第360話 最後尾で見た蹂躙


「ジオ!!」


 気づいた時には体が動いていた。

 踏み出して、駆けて、転びそうになって、踏ん張って、また駆けて。

 スピードスタイルを使うまでもない距離のはずなのに、あの日、ティアを抱えて走った王都並みに苦しい道のりで。

 それでも俺が一番早くたどり着いたのは、起きた事態にまだ誰も頭が追いついていなかったからだろう。

 そう言えるほど、腹の傷から出た血が儀典用の衣装を黒く染めていくジオの姿は、現実味がなかった。


「ジオ、ジオ、聞こえるか!!」


「……やあ、テイル。はは、斬った張ったの修羅場は潜り抜けてきたつもりだったけれど、考えてみれば刺されるのは初めての経験だよ――ぐうっ」


「返事だけしてくれれば十分だ!いいから寝ていろ!」


 ナイフで刺されて馬車の座席に座り込んだままのジオをその場に寝かせ、衣装の上から傷口を押さえる。

 もちろん痛くないはずはないけど、少しでも出血を抑えるためにはこれしかない。

 本来なら、ファーストエイドで治癒するべきところだけど、それは難しい。

 傷が深ければ完治はしないし、なにより表面上は治ったように見えても体の中で出血が続き、やがて死に至る例もあると、冒険者学校で習った記憶が残っている。

 観衆を始めとした周囲の喧騒が広がっているから、異変を察した本職の治癒術士がすぐにやってくるだろう。

 それまで持ちこたえられるかどうかが生死の境目になるだろう。


 だというのに、ジオの言葉は止まらなかった。


「参ったよ。今回は本当に参った。因果応報。他者への行いは必ず自らへと還ってくる。政治とはその真理を民に知らしめることが目的と言えるわけだけれど、まさか僕自身に降りかかるとは思ってもみなかった。認めるよ、あれ以来、君のことを思い出したことは一度もなかった。まったく、失策以外の何物でもないよ」


「だから喋るなって――」


 長口上を述べるジオを本気で叱ろうとして、その視線と意識が俺に向いていないことに気づく。

 いや、話を聞かせる意図はあったのかもしれない。


 とにかく、振り返ってジオが見ている相手――今も二人の護衛騎士に両脇を抱えられている刺客を見て、



 背筋が凍った。



 油と埃でギトギトになった薄めの髪。

 襤褸よりもボロボロなマントと服。

 真っ黒に焼けた肌。

 やせ衰えて骨が浮き出た手足。


 だけど、白のたてがみ亭で俺を奴隷のようにこき使い、ターシャさんを貴族に売り飛ばそうとして、あげくの果てにジオに断罪されてジュートノルを出ていったはずの元主人の目だけは、間違えようがなかった。


「ゴーーーーーードオオオオオオン!!」


「ヒ、ヒヒャアアアアアアアアア!!」


 ジオの傷口を押さえる手を離すわけにはいかず、それでも胸の中で燃え盛る炎を吐き出すと、まるで意味をなさない奇声になって返ってきた。
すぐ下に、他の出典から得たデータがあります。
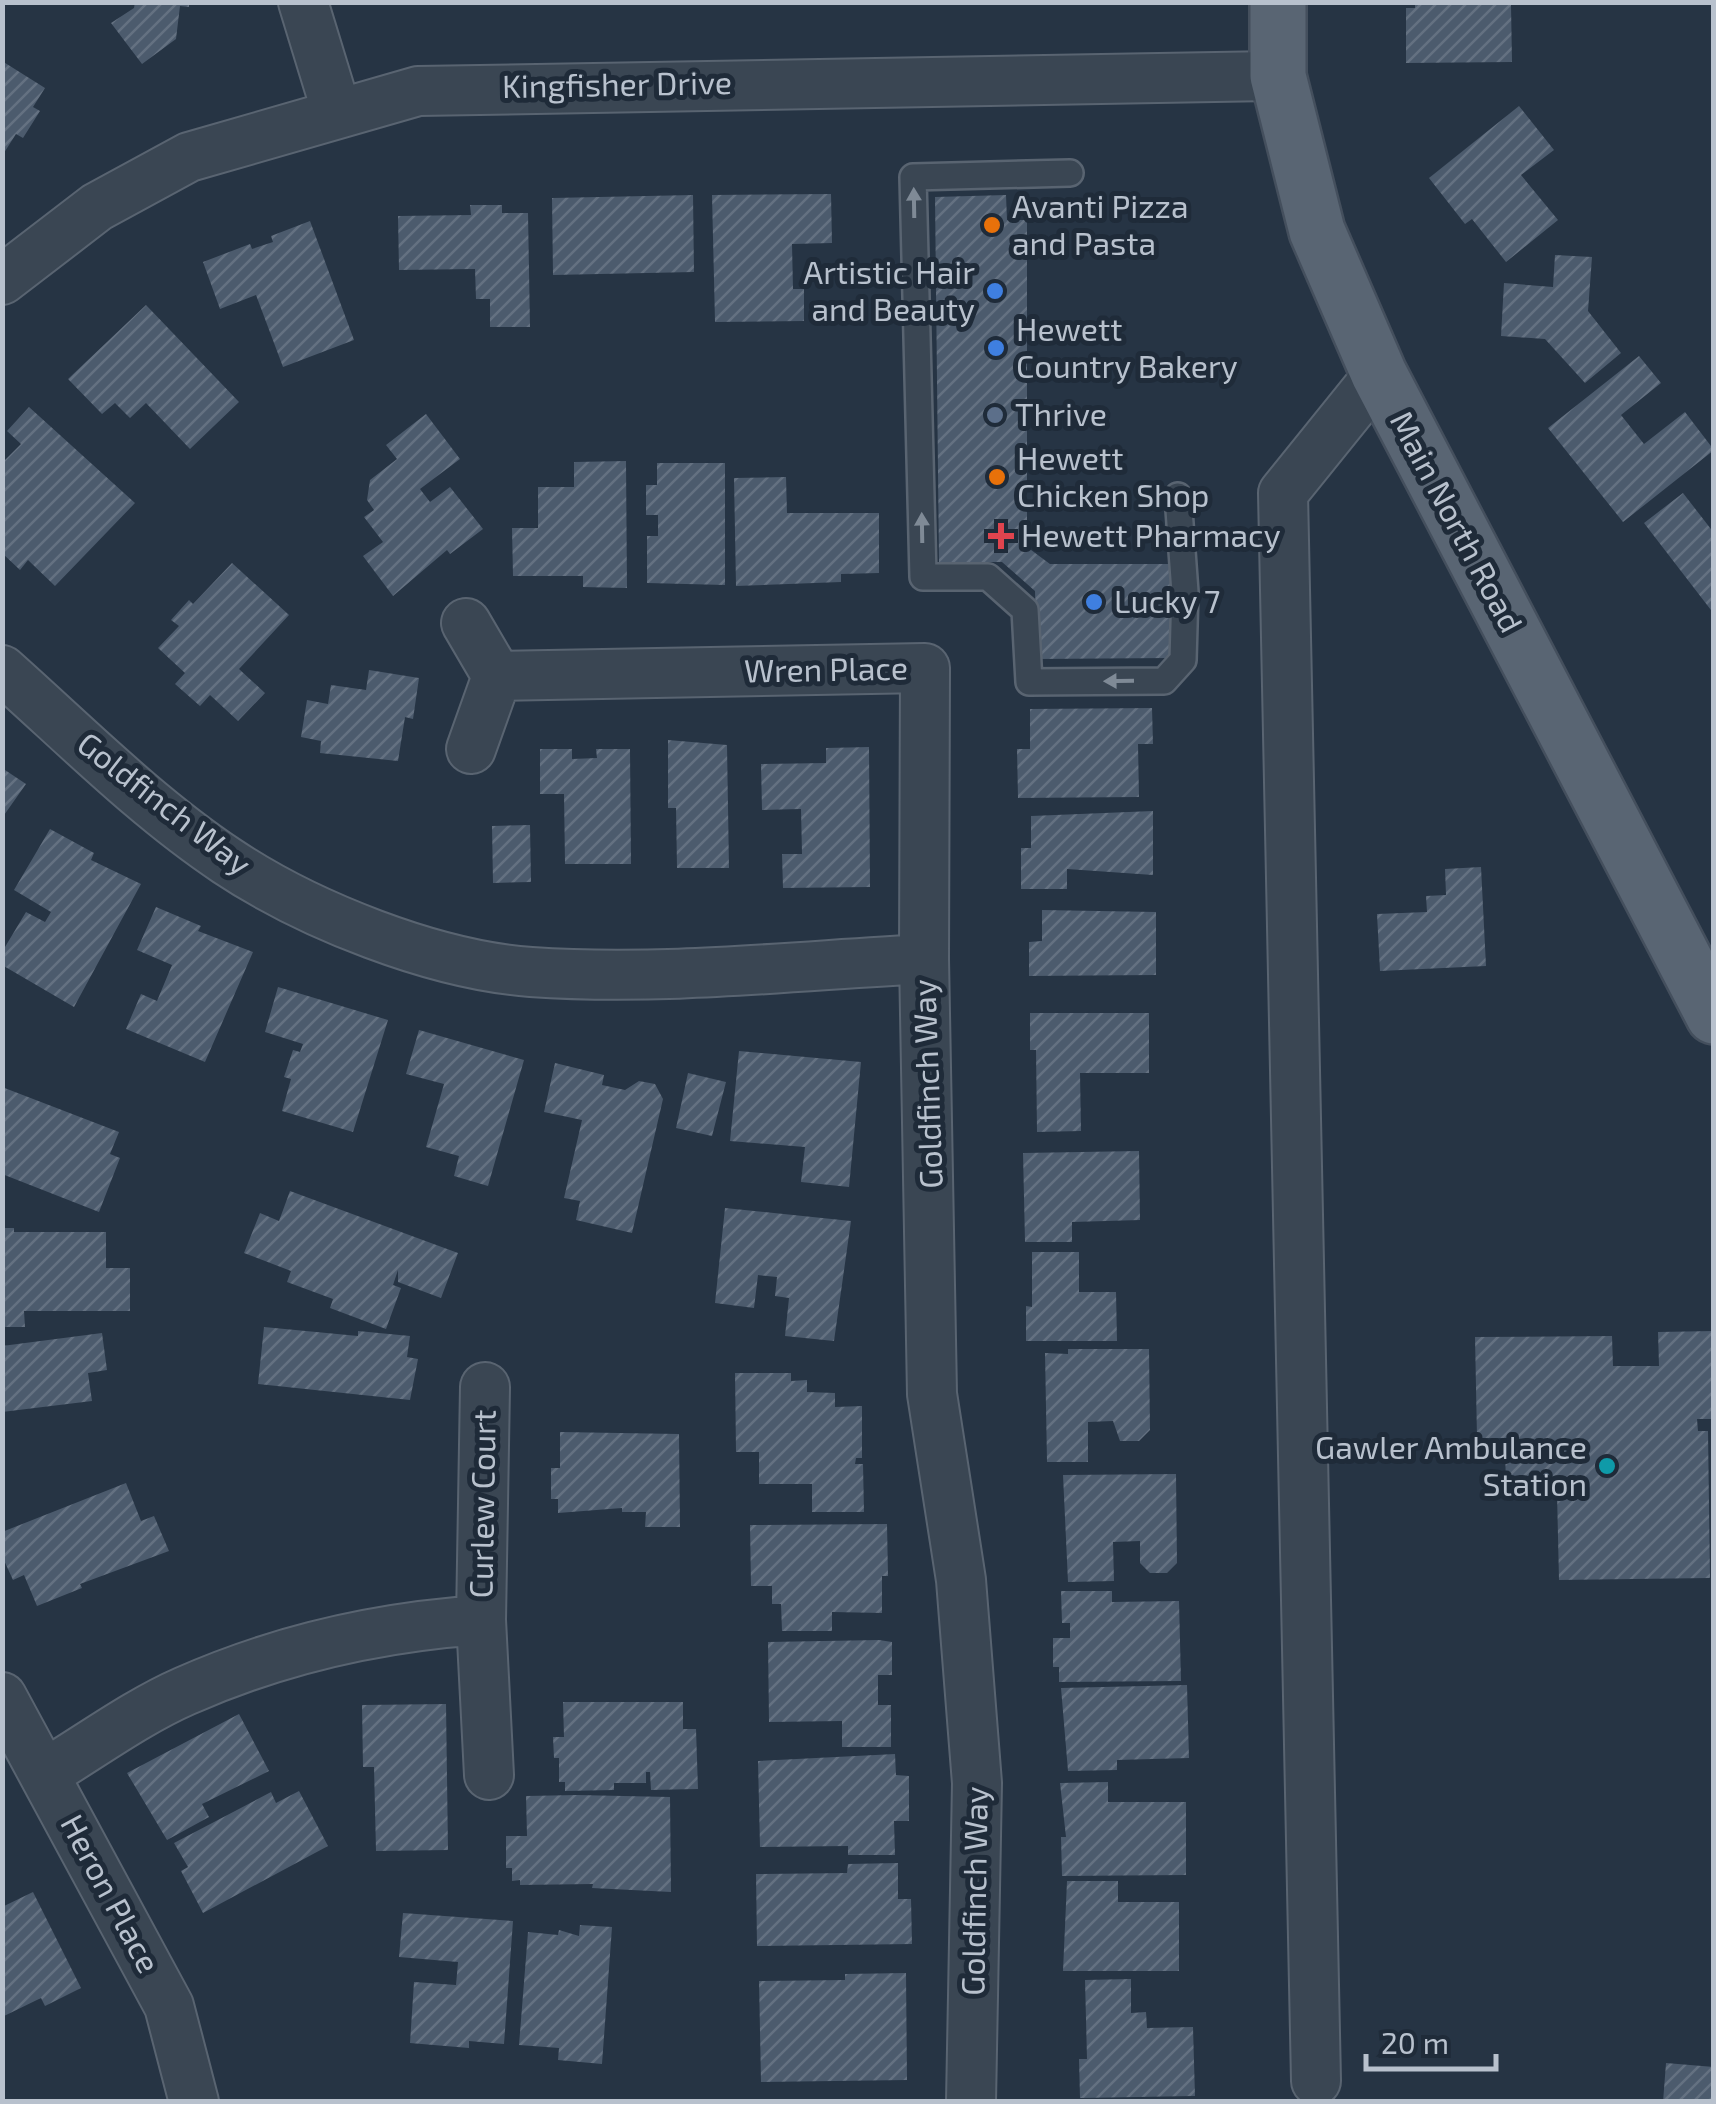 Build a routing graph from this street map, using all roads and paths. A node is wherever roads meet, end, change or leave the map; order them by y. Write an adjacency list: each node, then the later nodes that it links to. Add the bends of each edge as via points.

 その影響だろうか、未だにゴードンの手の中にあったナイフがぽとりと落ち、地面に落ちて甲高い音を立てた。

 その瞬間、一度だけ跳ねてはっきりと形状を見せてきた凶器に、ゴードンとの再会で怒り狂った頭から一気に血の気が引いた。


「テイルさん代わります!!」


「テイル殿、手をどけてください!!」


 テレザさんとリーゼルさんの声がしたかと思ったら、無理やりジオの体から離され、我に返る。

 間髪入れず癒しの力を使おうとするテレザさんの手をすんでのところで掴んで止め、夢であってほしいと願いながらもありのままの事実を口にした。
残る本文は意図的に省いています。